*** Data to use Section Begins ***

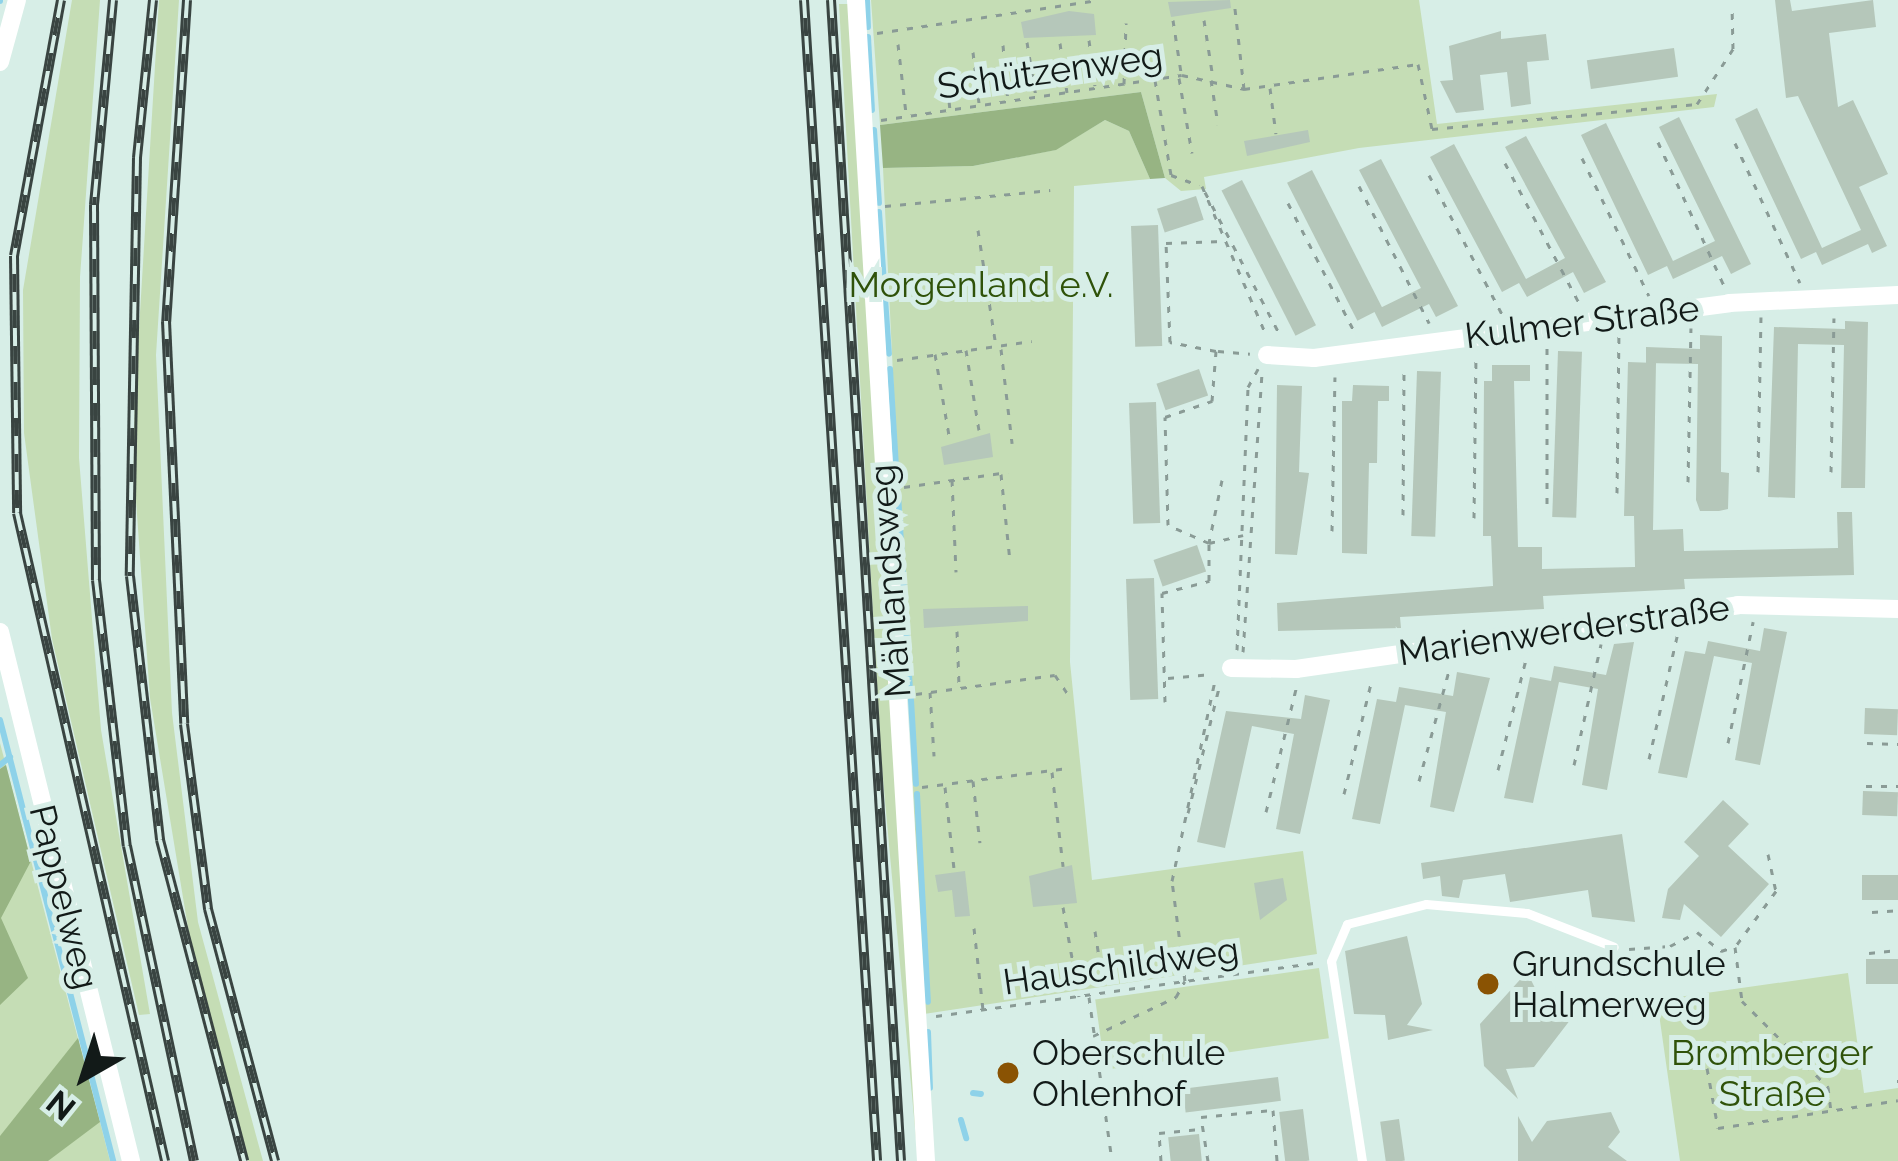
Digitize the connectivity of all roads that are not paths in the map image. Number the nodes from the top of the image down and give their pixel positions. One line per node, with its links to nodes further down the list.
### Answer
1 (17, 0): 3 (street)
2 (856, 0): 11 (street, Mählandsweg)
3 (0, 62)
4 (1898, 295): 5 (street, Kulmer Straße)
5 (1259, 354)
6 (1898, 609): 8 (street, Marienwerderstraße)
7 (0, 632): 10 (street, Pappelweg)
8 (1231, 668)
9 (1614, 946): 12 (lane)
10 (131, 1161)
11 (926, 1161)
12 (1362, 1161)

*** Data to use Section Ends ***

**Task instructions:**
If an entry contains a picture, skip the picture and reproduce everything else exactly.

**Worked solution:**
Digitize the connectivity of all roads that are not paths in the map image. Number the nodes from the top of the image down and give their pixel positions. One line per node, with its links to nodes further down the list.
### Answer
1 (17, 0): 3 (street)
2 (856, 0): 11 (street, Mählandsweg)
3 (0, 62)
4 (1898, 295): 5 (street, Kulmer Straße)
5 (1259, 354)
6 (1898, 609): 8 (street, Marienwerderstraße)
7 (0, 632): 10 (street, Pappelweg)
8 (1231, 668)
9 (1614, 946): 12 (lane)
10 (131, 1161)
11 (926, 1161)
12 (1362, 1161)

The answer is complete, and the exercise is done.